Menko Polhukam Tegaskan Setop Aktivitas Pinjol Ilegal

Baaca.id, JAKARTA – Penyedia jasa pinjaman online (pinjol) kerap bermunculan saat ini. Kebanyakan menyebabkan keresahan bagi masyarakat.

Karena ketidaknyaman yang ditimbulkan itu, Menteri Koordinator Bidang Politik, Hukum, dan Keamanan (Menko Polhukam) Mahfud MD pun meminta kepada para pelaku pinjol ilegal untuk segara menghentikan kegiatan yang disebut tidak sah dari sisi perdata maupun pidana tersebut.

“Ini statement resmi pemerintah yang dihadiri OJK dan BI, hentikan penyelenggaraan pinjol ilegal,” tegas Mahfud baru-baru ini.

Mengacu pada sisi hukum perdata ditegaskan, aktivitas pinjol ilegal tidak memenuhi syarat. Sehingga bisa dinyatakan batal atau dibatalkan.

Karenanya, Mahfud menyatakan, masyarakat yang terlanjut terjerat tidak perlu membayar tagihan kepada para penyedia jasa pinjol. “Kepada yang sudah terlanjur menjadi korban jangan membayar,” tegasnya.

Para pelaku maupun penyedia jasa pinjol ilegal kerap menebar ancaman bahkan dengan ucapan kasar kepada masyarakat yang memutuskan tidak membayar pinjamannya.

Jika terjadi hal tersebut, Mahfud menyarankan untuk melaporkan kepada aparat kepolisian apabila mendapatkan ancaman maupun ucapan kasar dari penyedia pinjol ilegal.

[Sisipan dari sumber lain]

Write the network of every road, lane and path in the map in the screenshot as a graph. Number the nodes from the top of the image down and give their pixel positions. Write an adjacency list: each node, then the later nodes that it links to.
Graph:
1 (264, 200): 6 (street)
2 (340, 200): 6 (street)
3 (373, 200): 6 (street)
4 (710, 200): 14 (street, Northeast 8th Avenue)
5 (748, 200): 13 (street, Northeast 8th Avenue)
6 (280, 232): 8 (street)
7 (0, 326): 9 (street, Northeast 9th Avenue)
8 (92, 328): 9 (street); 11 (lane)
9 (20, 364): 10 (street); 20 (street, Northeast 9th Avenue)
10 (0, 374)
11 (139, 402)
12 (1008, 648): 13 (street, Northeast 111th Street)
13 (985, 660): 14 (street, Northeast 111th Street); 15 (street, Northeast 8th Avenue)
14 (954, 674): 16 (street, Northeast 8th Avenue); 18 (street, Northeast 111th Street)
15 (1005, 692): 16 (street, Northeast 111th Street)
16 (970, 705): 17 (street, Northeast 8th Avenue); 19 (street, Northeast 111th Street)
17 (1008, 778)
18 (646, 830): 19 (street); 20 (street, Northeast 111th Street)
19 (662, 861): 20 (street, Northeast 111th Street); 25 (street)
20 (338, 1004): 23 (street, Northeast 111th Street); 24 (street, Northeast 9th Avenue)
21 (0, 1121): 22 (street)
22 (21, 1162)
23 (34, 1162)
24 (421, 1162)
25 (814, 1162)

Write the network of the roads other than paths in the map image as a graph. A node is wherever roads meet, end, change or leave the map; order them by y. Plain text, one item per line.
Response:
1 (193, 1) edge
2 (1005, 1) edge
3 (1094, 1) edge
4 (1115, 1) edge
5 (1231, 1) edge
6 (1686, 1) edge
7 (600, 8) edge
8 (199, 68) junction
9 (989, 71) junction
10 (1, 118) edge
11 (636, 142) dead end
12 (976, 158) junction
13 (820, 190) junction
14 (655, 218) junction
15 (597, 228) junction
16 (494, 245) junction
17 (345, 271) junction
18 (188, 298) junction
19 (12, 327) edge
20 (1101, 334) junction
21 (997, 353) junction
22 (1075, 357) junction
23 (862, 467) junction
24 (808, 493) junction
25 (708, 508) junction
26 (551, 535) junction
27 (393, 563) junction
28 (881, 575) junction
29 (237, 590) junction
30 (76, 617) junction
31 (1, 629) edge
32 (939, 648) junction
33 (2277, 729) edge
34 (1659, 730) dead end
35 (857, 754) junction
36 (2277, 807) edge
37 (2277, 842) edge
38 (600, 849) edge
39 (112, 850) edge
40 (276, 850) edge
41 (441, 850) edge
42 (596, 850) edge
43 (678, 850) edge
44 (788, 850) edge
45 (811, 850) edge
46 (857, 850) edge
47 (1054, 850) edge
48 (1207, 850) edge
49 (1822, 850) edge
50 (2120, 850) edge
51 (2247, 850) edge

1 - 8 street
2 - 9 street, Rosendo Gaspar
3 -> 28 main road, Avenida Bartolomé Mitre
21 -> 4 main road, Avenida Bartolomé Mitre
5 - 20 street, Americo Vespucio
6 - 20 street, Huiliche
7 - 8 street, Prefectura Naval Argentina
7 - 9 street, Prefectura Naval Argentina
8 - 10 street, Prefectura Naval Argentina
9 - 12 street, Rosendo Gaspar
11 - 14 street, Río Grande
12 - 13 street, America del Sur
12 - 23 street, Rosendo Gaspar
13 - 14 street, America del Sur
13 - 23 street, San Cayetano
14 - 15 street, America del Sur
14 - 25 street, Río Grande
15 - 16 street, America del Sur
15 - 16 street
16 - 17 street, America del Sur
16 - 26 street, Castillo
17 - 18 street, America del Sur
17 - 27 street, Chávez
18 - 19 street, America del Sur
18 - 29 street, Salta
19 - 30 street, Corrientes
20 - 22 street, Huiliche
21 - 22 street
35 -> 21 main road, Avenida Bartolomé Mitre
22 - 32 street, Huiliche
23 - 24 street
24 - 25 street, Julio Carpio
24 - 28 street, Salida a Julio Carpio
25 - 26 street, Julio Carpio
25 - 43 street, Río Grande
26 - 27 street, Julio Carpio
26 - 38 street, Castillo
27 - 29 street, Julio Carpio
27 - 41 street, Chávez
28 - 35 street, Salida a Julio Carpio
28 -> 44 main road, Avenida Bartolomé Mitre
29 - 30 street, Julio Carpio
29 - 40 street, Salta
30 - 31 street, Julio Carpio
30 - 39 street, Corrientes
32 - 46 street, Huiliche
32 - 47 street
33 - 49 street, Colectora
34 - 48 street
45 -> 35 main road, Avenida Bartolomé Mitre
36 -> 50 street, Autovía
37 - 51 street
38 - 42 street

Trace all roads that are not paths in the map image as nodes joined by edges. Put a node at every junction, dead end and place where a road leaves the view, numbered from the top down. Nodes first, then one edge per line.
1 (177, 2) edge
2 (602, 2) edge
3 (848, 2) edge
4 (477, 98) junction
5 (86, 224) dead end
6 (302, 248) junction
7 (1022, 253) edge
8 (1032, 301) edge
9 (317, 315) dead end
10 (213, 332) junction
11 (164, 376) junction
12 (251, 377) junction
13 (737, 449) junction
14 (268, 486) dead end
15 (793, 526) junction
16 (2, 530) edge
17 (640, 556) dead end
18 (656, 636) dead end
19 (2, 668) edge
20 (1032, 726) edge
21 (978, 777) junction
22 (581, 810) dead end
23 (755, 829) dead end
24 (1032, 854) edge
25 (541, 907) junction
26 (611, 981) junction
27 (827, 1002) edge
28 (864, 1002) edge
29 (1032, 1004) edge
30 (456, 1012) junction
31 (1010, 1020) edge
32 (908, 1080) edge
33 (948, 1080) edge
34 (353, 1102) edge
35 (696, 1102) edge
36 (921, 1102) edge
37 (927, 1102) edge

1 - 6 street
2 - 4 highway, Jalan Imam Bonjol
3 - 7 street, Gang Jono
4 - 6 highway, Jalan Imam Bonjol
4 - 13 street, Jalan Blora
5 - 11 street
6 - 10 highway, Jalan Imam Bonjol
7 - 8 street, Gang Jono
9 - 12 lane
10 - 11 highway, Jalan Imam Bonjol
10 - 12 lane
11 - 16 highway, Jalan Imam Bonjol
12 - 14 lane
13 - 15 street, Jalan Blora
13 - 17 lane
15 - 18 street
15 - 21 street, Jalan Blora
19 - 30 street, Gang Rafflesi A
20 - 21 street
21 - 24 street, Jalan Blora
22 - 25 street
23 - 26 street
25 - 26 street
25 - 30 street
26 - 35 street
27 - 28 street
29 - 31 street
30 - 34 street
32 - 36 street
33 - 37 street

Pemerintah, kata Mahfud, juga akan menjerat pinjol dengan pasal pidana terhadap aduan kasus pinjol dari masyarakat yang menjadi korban.

Pasal pidana dimaksud seperti pasal 368 KUHP tentang tindakan pemerasan. Kemudian pasal 335 kuhp tentang perbuatan tidak menyenangkan. Adapula UU perlindungan konsumen dan UU ITE pasal 29 dan 32 ayat 2 dan 3.

Mahfud juga memastikan, pemerintah akan terus melakukan berbagai langkah yang sudah dilakukan kepolisian terkait tindakan hukum yang tidak langsung terkait dengan pinjaman.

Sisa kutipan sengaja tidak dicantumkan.